Wednesday, October 31, 2012

Early Mormonism on the "Evils" of Wealth (Glenn Beck's Head is About to Explode)

So it has been a long while since I posted anything.  Perhaps this will be a way to ease back into it.


The First Presidency and Council of the Twelve Apostles of the Church of
Jesus Christ of Latter-Day Saints (1875)
THE EXPERIENCE OF MANKIND has shown that the people of communities and nations among whom wealth is the most equally distributed, enjoy the largest degree of liberty, are the least exposed to tyranny and oppression and
suffer the least from luxurious habits which beget vice. Under such a system, carefully maintained there could be no great aggregations of either real or personal property in the hands of a few; especially so while the
laws, forbidding the taking of usury or interest for money or property loaned, continued in force.

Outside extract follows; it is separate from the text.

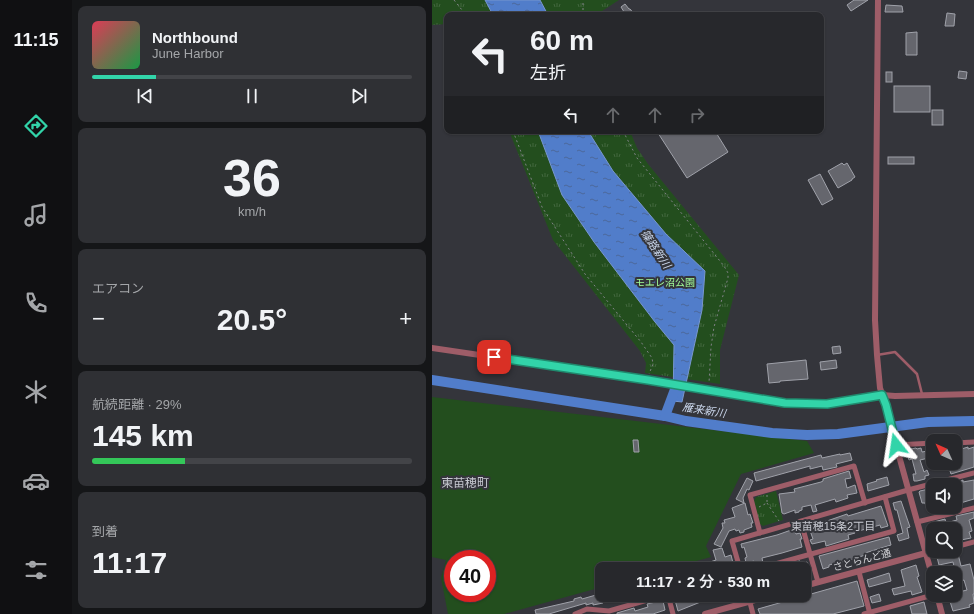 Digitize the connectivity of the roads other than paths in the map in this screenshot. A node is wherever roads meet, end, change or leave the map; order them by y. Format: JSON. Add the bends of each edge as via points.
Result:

ONE OF THE GREAT EVILS with which our own nation is menaced at the present  time is the wonderful growth of wealth in the hands of a comparatively few individuals. The very liberties for which our fathers contended so
steadfastly and courageously, and which they bequeathed to us as a priceless legacy, are endangered by the monstrous power which this accumulation of wealth gives to a few individuals and a few powerful corporations. By its
seductive influence results are accomplished which, were it more equally distributed, would be impossible under our form of government. It threatens to give shape to the legislation, both State, and National, of the entire
country. If this evil should not be checked, and measures not taken to prevent the continued enormous growth of riches among the class already rich, and the painful increase of destitution and want among the poor, the
nation is likely to be overtaken by disaster; for, according to history, such a tendency among nations once powerful was the sure precursor of ruin.

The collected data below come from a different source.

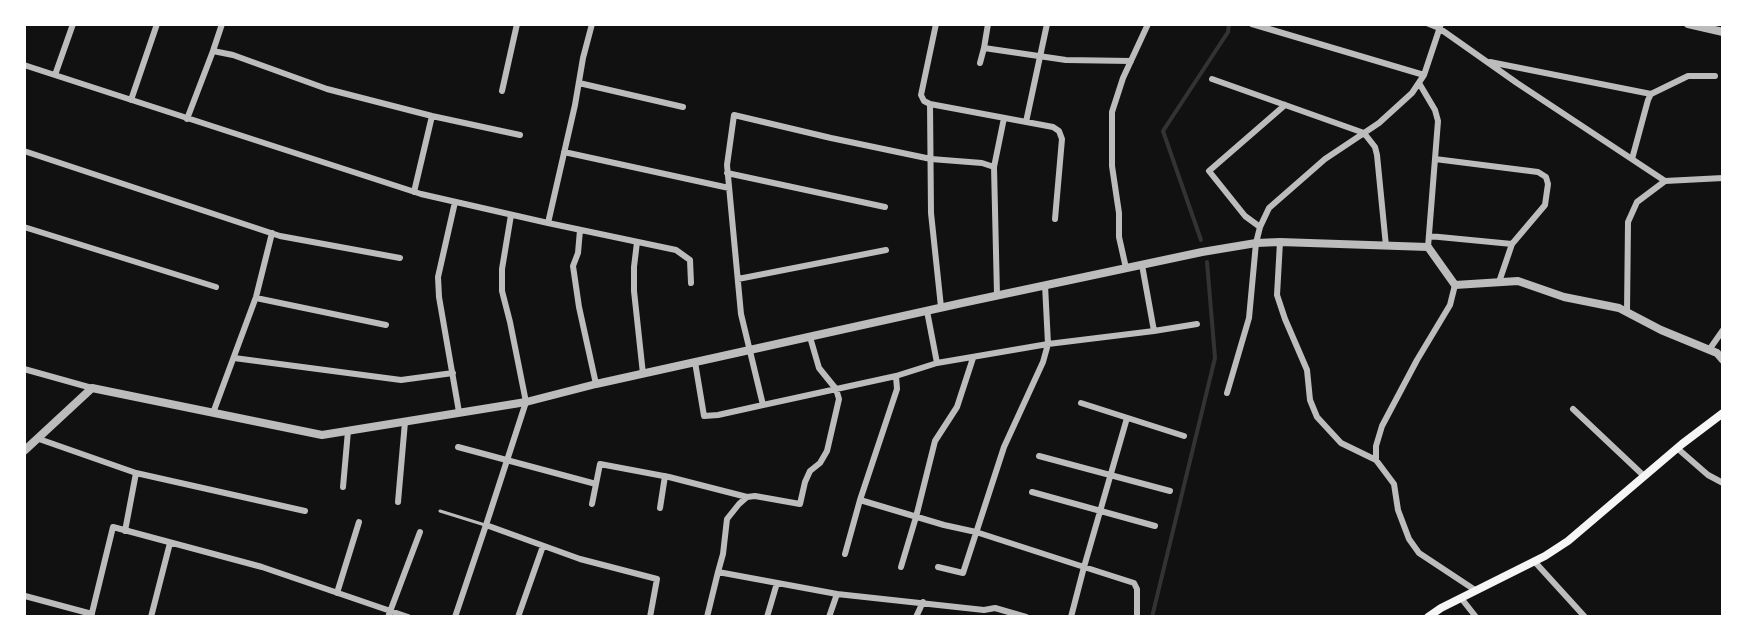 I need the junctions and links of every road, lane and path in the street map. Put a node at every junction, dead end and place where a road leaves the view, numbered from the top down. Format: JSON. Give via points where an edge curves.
{"nodes":[{"id":1,"x":73,"y":24,"type":"edge"},
{"id":2,"x":157,"y":24,"type":"edge"},
{"id":3,"x":222,"y":24,"type":"edge"},
{"id":4,"x":517,"y":24,"type":"edge"},
{"id":5,"x":592,"y":24,"type":"edge"},
{"id":6,"x":936,"y":24,"type":"edge"},
{"id":7,"x":988,"y":24,"type":"edge"},
{"id":8,"x":1047,"y":24,"type":"edge"},
{"id":9,"x":1148,"y":24,"type":"edge"},
{"id":10,"x":1252,"y":24,"type":"edge"},
{"id":11,"x":1429,"y":24,"type":"edge"},
{"id":12,"x":1688,"y":24,"type":"edge"},
{"id":13,"x":1440,"y":26,"type":"edge"},
{"id":14,"x":1723,"y":32,"type":"edge"},
{"id":15,"x":984,"y":48,"type":"junction"},
{"id":16,"x":213,"y":51,"type":"junction"},
{"id":17,"x":1041,"y":56,"type":"junction"},
{"id":18,"x":1131,"y":61,"type":"junction"},
{"id":19,"x":1486,"y":61,"type":"junction"},
{"id":20,"x":980,"y":63,"type":"dead end"},
{"id":21,"x":24,"y":65,"type":"edge"},
{"id":22,"x":55,"y":75,"type":"junction"},
{"id":23,"x":1424,"y":75,"type":"junction"},
{"id":24,"x":1715,"y":76,"type":"dead end"},
{"id":25,"x":1212,"y":80,"type":"dead end"},
{"id":26,"x":579,"y":83,"type":"junction"},
{"id":27,"x":1419,"y":83,"type":"junction"},
{"id":28,"x":501,"y":91,"type":"dead end"},
{"id":29,"x":1651,"y":94,"type":"junction"},
{"id":30,"x":131,"y":100,"type":"junction"},
{"id":31,"x":930,"y":104,"type":"junction"},
{"id":32,"x":1285,"y":105,"type":"junction"},
{"id":33,"x":683,"y":107,"type":"dead end"},
{"id":34,"x":432,"y":116,"type":"junction"},
{"id":35,"x":1005,"y":118,"type":"junction"},
{"id":36,"x":187,"y":119,"type":"junction"},
{"id":37,"x":1026,"y":122,"type":"junction"},
{"id":38,"x":1364,"y":133,"type":"junction"},
{"id":39,"x":520,"y":135,"type":"dead end"},
{"id":40,"x":24,"y":151,"type":"edge"},
{"id":41,"x":564,"y":152,"type":"junction"},
{"id":42,"x":931,"y":159,"type":"junction"},
{"id":43,"x":1435,"y":159,"type":"junction"},
{"id":44,"x":1632,"y":159,"type":"junction"},
{"id":45,"x":994,"y":167,"type":"junction"},
{"id":46,"x":727,"y":173,"type":"junction"},
{"id":47,"x":1723,"y":178,"type":"edge"},
{"id":48,"x":1665,"y":181,"type":"junction"},
{"id":49,"x":729,"y":188,"type":"junction"},
{"id":50,"x":414,"y":192,"type":"junction"},
{"id":51,"x":455,"y":202,"type":"junction"},
{"id":52,"x":885,"y":207,"type":"dead end"},
{"id":53,"x":511,"y":215,"type":"junction"},
{"id":54,"x":1055,"y":219,"type":"dead end"},
{"id":55,"x":548,"y":223,"type":"junction"},
{"id":56,"x":24,"y":227,"type":"edge"},
{"id":57,"x":1260,"y":227,"type":"junction"},
{"id":58,"x":580,"y":230,"type":"junction"},
{"id":59,"x":272,"y":233,"type":"junction"},
{"id":60,"x":1429,"y":236,"type":"junction"},
{"id":61,"x":637,"y":242,"type":"junction"},
{"id":62,"x":1280,"y":242,"type":"junction"},
{"id":63,"x":1256,"y":243,"type":"junction"},
{"id":64,"x":1512,"y":244,"type":"junction"},
{"id":65,"x":1386,"y":246,"type":"junction"},
{"id":66,"x":1428,"y":247,"type":"junction"},
{"id":67,"x":886,"y":250,"type":"dead end"},
{"id":68,"x":400,"y":258,"type":"dead end"},
{"id":69,"x":1142,"y":265,"type":"junction"},
{"id":70,"x":1126,"y":268,"type":"junction"},
{"id":71,"x":738,"y":279,"type":"junction"},
{"id":72,"x":1499,"y":282,"type":"junction"},
{"id":73,"x":691,"y":283,"type":"dead end"},
{"id":74,"x":1045,"y":285,"type":"junction"},
{"id":75,"x":1455,"y":285,"type":"junction"},
{"id":76,"x":216,"y":287,"type":"dead end"},
{"id":77,"x":998,"y":295,"type":"junction"},
{"id":78,"x":256,"y":298,"type":"junction"},
{"id":79,"x":941,"y":307,"type":"junction"},
{"id":80,"x":927,"y":311,"type":"junction"},
{"id":81,"x":1627,"y":312,"type":"junction"},
{"id":82,"x":1197,"y":324,"type":"dead end"},
{"id":83,"x":386,"y":326,"type":"dead end"},
{"id":84,"x":1723,"y":330,"type":"edge"},
{"id":85,"x":1154,"y":331,"type":"junction"},
{"id":86,"x":810,"y":337,"type":"junction"},
{"id":87,"x":1048,"y":344,"type":"junction"},
{"id":88,"x":751,"y":350,"type":"junction"},
{"id":89,"x":1709,"y":350,"type":"junction"},
{"id":90,"x":234,"y":358,"type":"junction"},
{"id":91,"x":973,"y":358,"type":"junction"},
{"id":92,"x":1723,"y":360,"type":"edge"},
{"id":93,"x":696,"y":362,"type":"junction"},
{"id":94,"x":938,"y":363,"type":"junction"},
{"id":95,"x":24,"y":369,"type":"edge"},
{"id":96,"x":453,"y":374,"type":"junction"},
{"id":97,"x":643,"y":374,"type":"junction"},
{"id":98,"x":896,"y":376,"type":"junction"},
{"id":99,"x":596,"y":384,"type":"junction"},
{"id":100,"x":92,"y":388,"type":"junction"},
{"id":101,"x":836,"y":389,"type":"junction"},
{"id":102,"x":1227,"y":393,"type":"dead end"},
{"id":103,"x":526,"y":402,"type":"junction"},
{"id":104,"x":1080,"y":403,"type":"dead end"},
{"id":105,"x":763,"y":405,"type":"junction"},
{"id":106,"x":1573,"y":409,"type":"dead end"},
{"id":107,"x":459,"y":412,"type":"junction"},
{"id":108,"x":213,"y":413,"type":"junction"},
{"id":109,"x":1723,"y":413,"type":"edge"},
{"id":110,"x":1127,"y":418,"type":"junction"},
{"id":111,"x":405,"y":422,"type":"junction"},
{"id":112,"x":348,"y":431,"type":"junction"},
{"id":113,"x":1184,"y":436,"type":"dead end"},
{"id":114,"x":39,"y":439,"type":"junction"},
{"id":115,"x":458,"y":447,"type":"dead end"},
{"id":116,"x":1677,"y":448,"type":"junction"},
{"id":117,"x":24,"y":451,"type":"edge"},
{"id":118,"x":1039,"y":456,"type":"dead end"},
{"id":119,"x":508,"y":459,"type":"junction"},
{"id":120,"x":1376,"y":460,"type":"junction"},
{"id":121,"x":136,"y":472,"type":"junction"},
{"id":122,"x":665,"y":476,"type":"junction"},
{"id":123,"x":1110,"y":476,"type":"junction"},
{"id":124,"x":1644,"y":476,"type":"junction"},
{"id":125,"x":1723,"y":483,"type":"edge"},
{"id":126,"x":596,"y":484,"type":"junction"},
{"id":127,"x":343,"y":487,"type":"dead end"},
{"id":128,"x":1170,"y":491,"type":"dead end"},
{"id":129,"x":1032,"y":492,"type":"dead end"},
{"id":130,"x":747,"y":497,"type":"junction"},
{"id":131,"x":860,"y":500,"type":"junction"},
{"id":132,"x":398,"y":502,"type":"dead end"},
{"id":133,"x":592,"y":504,"type":"dead end"},
{"id":134,"x":660,"y":508,"type":"dead end"},
{"id":135,"x":305,"y":511,"type":"dead end"},
{"id":136,"x":1100,"y":511,"type":"junction"},
{"id":137,"x":440,"y":512,"type":"dead end"},
{"id":138,"x":916,"y":517,"type":"junction"},
{"id":139,"x":359,"y":522,"type":"dead end"},
{"id":140,"x":486,"y":525,"type":"junction"},
{"id":141,"x":1155,"y":526,"type":"dead end"},
{"id":142,"x":125,"y":531,"type":"junction"},
{"id":143,"x":420,"y":532,"type":"dead end"},
{"id":144,"x":976,"y":532,"type":"junction"},
{"id":145,"x":170,"y":543,"type":"junction"},
{"id":146,"x":543,"y":546,"type":"junction"},
{"id":147,"x":845,"y":554,"type":"dead end"},
{"id":148,"x":1534,"y":561,"type":"junction"},
{"id":149,"x":901,"y":567,"type":"dead end"},
{"id":150,"x":938,"y":567,"type":"dead end"},
{"id":151,"x":1084,"y":567,"type":"junction"},
{"id":152,"x":718,"y":572,"type":"junction"},
{"id":153,"x":777,"y":583,"type":"junction"},
{"id":154,"x":1475,"y":590,"type":"junction"},
{"id":155,"x":337,"y":593,"type":"junction"},
{"id":156,"x":837,"y":594,"type":"junction"},
{"id":157,"x":25,"y":596,"type":"edge"},
{"id":158,"x":1461,"y":598,"type":"junction"},
{"id":159,"x":923,"y":602,"type":"junction"},
{"id":160,"x":991,"y":609,"type":"junction"},
{"id":161,"x":389,"y":614,"type":"edge"},
{"id":162,"x":91,"y":615,"type":"edge"},
{"id":163,"x":151,"y":617,"type":"edge"},
{"id":164,"x":408,"y":617,"type":"edge"},
{"id":165,"x":455,"y":617,"type":"edge"},
{"id":166,"x":518,"y":617,"type":"edge"},
{"id":167,"x":650,"y":617,"type":"edge"},
{"id":168,"x":706,"y":617,"type":"edge"},
{"id":169,"x":767,"y":617,"type":"edge"},
{"id":170,"x":829,"y":617,"type":"edge"},
{"id":171,"x":916,"y":617,"type":"edge"},
{"id":172,"x":988,"y":617,"type":"edge"},
{"id":173,"x":1026,"y":617,"type":"edge"},
{"id":174,"x":1071,"y":617,"type":"edge"},
{"id":175,"x":1137,"y":617,"type":"edge"},
{"id":176,"x":1428,"y":617,"type":"edge"},
{"id":177,"x":1476,"y":617,"type":"edge"},
{"id":178,"x":1584,"y":617,"type":"edge"}],
"edges":[{"from":1,"to":22,"type":"street"},
{"from":2,"to":30,"type":"street"},
{"from":3,"to":16,"type":"street"},
{"from":4,"to":28,"type":"street"},
{"from":5,"to":26,"type":"street"},
{"from":6,"to":31,"type":"street","via":[[921,95]]},
{"from":7,"to":15,"type":"street"},
{"from":8,"to":17,"type":"street"},
{"from":9,"to":18,"type":"street"},
{"from":10,"to":23,"type":"street"},
{"from":11,"to":13,"type":"street"},
{"from":12,"to":14,"type":"street"},
{"from":13,"to":19,"type":"street"},
{"from":13,"to":23,"type":"street"},
{"from":15,"to":17,"type":"street"},
{"from":15,"to":20,"type":"street"},
{"from":16,"to":34,"type":"street","via":[[327,89]]},
{"from":16,"to":36,"type":"street"},
{"from":17,"to":18,"type":"street"},
{"from":17,"to":37,"type":"street"},
{"from":18,"to":70,"type":"street","via":[[1112,112],[1112,166]]},
{"from":19,"to":29,"type":"street"},
{"from":19,"to":44,"type":"street"},
{"from":21,"to":22,"type":"street"},
{"from":22,"to":30,"type":"street"},
{"from":23,"to":27,"type":"street"},
{"from":24,"to":29,"type":"street","via":[[1688,76]]},
{"from":25,"to":32,"type":"street"},
{"from":26,"to":33,"type":"street"},
{"from":26,"to":41,"type":"street"},
{"from":27,"to":38,"type":"street"},
{"from":27,"to":43,"type":"street","via":[[1438,121]]},
{"from":29,"to":44,"type":"street"},
{"from":30,"to":36,"type":"street"},
{"from":31,"to":35,"type":"street"},
{"from":31,"to":42,"type":"street"},
{"from":32,"to":38,"type":"street"},
{"from":32,"to":57,"type":"street","via":[[1209,171],[1245,216]]},
{"from":34,"to":39,"type":"street"},
{"from":34,"to":50,"type":"street"},
{"from":35,"to":37,"type":"street"},
{"from":35,"to":45,"type":"street"},
{"from":36,"to":50,"type":"street"},
{"from":37,"to":54,"type":"street","via":[[1053,127],[1062,139]]},
{"from":38,"to":57,"type":"street","via":[[1324,159],[1269,208]]},
{"from":38,"to":65,"type":"street","via":[[1377,155]]},
{"from":40,"to":59,"type":"street"},
{"from":41,"to":49,"type":"street"},
{"from":41,"to":55,"type":"street"},
{"from":42,"to":45,"type":"street"},
{"from":42,"to":46,"type":"street","via":[[734,115]]},
{"from":42,"to":79,"type":"street","via":[[931,213]]},
{"from":43,"to":60,"type":"street"},
{"from":43,"to":64,"type":"street","via":[[1538,172],[1546,177],[1545,205]]},
{"from":44,"to":48,"type":"street"},
{"from":45,"to":77,"type":"street"},
{"from":46,"to":49,"type":"street"},
{"from":46,"to":52,"type":"street"},
{"from":47,"to":48,"type":"street"},
{"from":48,"to":81,"type":"street","via":[[1637,202],[1628,222]]},
{"from":49,"to":71,"type":"street"},
{"from":50,"to":51,"type":"street"},
{"from":51,"to":53,"type":"street"},
{"from":51,"to":96,"type":"street","via":[[438,277]]},
{"from":53,"to":55,"type":"street"},
{"from":53,"to":103,"type":"street","via":[[502,291]]},
{"from":55,"to":58,"type":"street"},
{"from":56,"to":76,"type":"street"},
{"from":57,"to":63,"type":"street"},
{"from":58,"to":61,"type":"street"},
{"from":58,"to":99,"type":"street","via":[[579,253],[573,266]]},
{"from":59,"to":68,"type":"street"},
{"from":59,"to":78,"type":"street"},
{"from":60,"to":64,"type":"street"},
{"from":60,"to":66,"type":"street"},
{"from":61,"to":73,"type":"street","via":[[676,250],[690,260]]},
{"from":61,"to":97,"type":"street","via":[[634,291]]},
{"from":62,"to":63,"type":"street"},
{"from":62,"to":65,"type":"street"},
{"from":62,"to":120,"type":"street","via":[[1277,295],[1307,370],[1310,399],[1317,417],[1341,443]]},
{"from":63,"to":69,"type":"street"},
{"from":63,"to":102,"type":"street","via":[[1249,318]]},
{"from":64,"to":72,"type":"street"},
{"from":65,"to":66,"type":"street"},
{"from":66,"to":75,"type":"street"},
{"from":67,"to":71,"type":"street"},
{"from":69,"to":70,"type":"street"},
{"from":69,"to":85,"type":"street"},
{"from":70,"to":74,"type":"street"},
{"from":71,"to":88,"type":"street","via":[[741,314]]},
{"from":72,"to":75,"type":"street"},
{"from":72,"to":81,"type":"street","via":[[1518,281]]},
{"from":74,"to":77,"type":"street"},
{"from":74,"to":87,"type":"street"},
{"from":75,"to":120,"type":"street","via":[[1450,305],[1382,426]]},
{"from":77,"to":79,"type":"street"},
{"from":78,"to":83,"type":"street"},
{"from":78,"to":90,"type":"street"},
{"from":79,"to":80,"type":"street"},
{"from":80,"to":86,"type":"street"},
{"from":80,"to":94,"type":"street"},
{"from":81,"to":89,"type":"street"},
{"from":82,"to":85,"type":"street"},
{"from":84,"to":89,"type":"street"},
{"from":85,"to":87,"type":"street"},
{"from":86,"to":88,"type":"street"},
{"from":86,"to":101,"type":"street","via":[[819,368]]},
{"from":87,"to":91,"type":"street"},
{"from":87,"to":144,"type":"street","via":[[1004,447]]},
{"from":88,"to":93,"type":"street"},
{"from":88,"to":105,"type":"street"},
{"from":89,"to":92,"type":"street"},
{"from":90,"to":96,"type":"street","via":[[401,380]]},
{"from":90,"to":108,"type":"street"},
{"from":91,"to":94,"type":"street"},
{"from":91,"to":138,"type":"street","via":[[957,407],[935,441]]},
{"from":93,"to":97,"type":"street"},
{"from":93,"to":105,"type":"street","via":[[704,416]]},
{"from":94,"to":98,"type":"street"},
{"from":95,"to":100,"type":"street"},
{"from":96,"to":107,"type":"street"},
{"from":97,"to":99,"type":"street"},
{"from":98,"to":101,"type":"street"},
{"from":98,"to":131,"type":"street","via":[[897,389]]},
{"from":99,"to":103,"type":"street"},
{"from":100,"to":108,"type":"street"},
{"from":100,"to":114,"type":"street"},
{"from":101,"to":105,"type":"street"},
{"from":101,"to":130,"type":"street","via":[[839,399],[827,451],[810,471],[800,504]]},
{"from":103,"to":107,"type":"street"},
{"from":103,"to":119,"type":"street"},
{"from":104,"to":110,"type":"street"},
{"from":106,"to":124,"type":"street"},
{"from":107,"to":111,"type":"street"},
{"from":108,"to":112,"type":"street","via":[[322,435]]},
{"from":109,"to":116,"type":"main road"},
{"from":110,"to":113,"type":"street"},
{"from":110,"to":123,"type":"street"},
{"from":111,"to":112,"type":"street"},
{"from":111,"to":132,"type":"street"},
{"from":112,"to":127,"type":"street"},
{"from":114,"to":117,"type":"street"},
{"from":114,"to":121,"type":"street"},
{"from":115,"to":119,"type":"street"},
{"from":116,"to":124,"type":"main road"},
{"from":116,"to":125,"type":"street"},
{"from":118,"to":123,"type":"street"},
{"from":119,"to":126,"type":"street"},
{"from":119,"to":140,"type":"street"},
{"from":120,"to":154,"type":"street","via":[[1394,484],[1398,510],[1419,553]]},
{"from":121,"to":135,"type":"street"},
{"from":121,"to":142,"type":"street"},
{"from":122,"to":126,"type":"street","via":[[600,464]]},
{"from":122,"to":130,"type":"street"},
{"from":122,"to":134,"type":"street"},
{"from":123,"to":128,"type":"street"},
{"from":123,"to":136,"type":"street"},
{"from":124,"to":148,"type":"main road","via":[[1568,541]]},
{"from":126,"to":133,"type":"street"},
{"from":129,"to":136,"type":"street"},
{"from":130,"to":152,"type":"street","via":[[727,519]]},
{"from":131,"to":138,"type":"street"},
{"from":131,"to":147,"type":"street"},
{"from":136,"to":141,"type":"street"},
{"from":136,"to":151,"type":"street"},
{"from":137,"to":140,"type":"lane"},
{"from":138,"to":144,"type":"street"},
{"from":138,"to":149,"type":"street"},
{"from":139,"to":155,"type":"street"},
{"from":140,"to":146,"type":"street"},
{"from":140,"to":165,"type":"street"},
{"from":142,"to":145,"type":"street"},
{"from":142,"to":162,"type":"street","via":[[113,527]]},
{"from":143,"to":161,"type":"street"},
{"from":144,"to":150,"type":"street","via":[[963,573]]},
{"from":144,"to":151,"type":"street"},
{"from":145,"to":155,"type":"street","via":[[262,567]]},
{"from":145,"to":163,"type":"street"},
{"from":146,"to":166,"type":"street"},
{"from":146,"to":167,"type":"street","via":[[657,579]]},
{"from":148,"to":154,"type":"main road"},
{"from":148,"to":178,"type":"street"},
{"from":151,"to":174,"type":"street"},
{"from":151,"to":175,"type":"street","via":[[1134,583]]},
{"from":152,"to":153,"type":"street"},
{"from":152,"to":168,"type":"street"},
{"from":153,"to":156,"type":"street"},
{"from":153,"to":169,"type":"street"},
{"from":154,"to":158,"type":"main road"},
{"from":155,"to":161,"type":"street"},
{"from":156,"to":159,"type":"street"},
{"from":156,"to":170,"type":"street"},
{"from":157,"to":162,"type":"street"},
{"from":158,"to":176,"type":"main road"},
{"from":158,"to":177,"type":"street"},
{"from":159,"to":160,"type":"street"},
{"from":159,"to":171,"type":"street"},
{"from":160,"to":172,"type":"street"},
{"from":160,"to":173,"type":"street"},
{"from":161,"to":164,"type":"street"}]}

YEARS AGO IT WAS PERCEIVED that we Latter-day Saints were open to the same dangers as those which beset the rest of the world. A condition of affairs existed among us which was favorable to the growth of riches in the hands of a few at the expense of many. A wealthy class was being rapidly formed in our midst whose interests in the course of time, were likely to be diverse from those of the rest of the community. The growth of such a class was dangerous to our union; and, of all people, we stand most in need of union and to have our interests identical. Then it was that the Saints were counseled to enter into co-operation. In the absence of the necessary faith to enter upon a more perfect order revealed by the Lord unto the Church, this was felt to be the best means of drawing us together and making us one.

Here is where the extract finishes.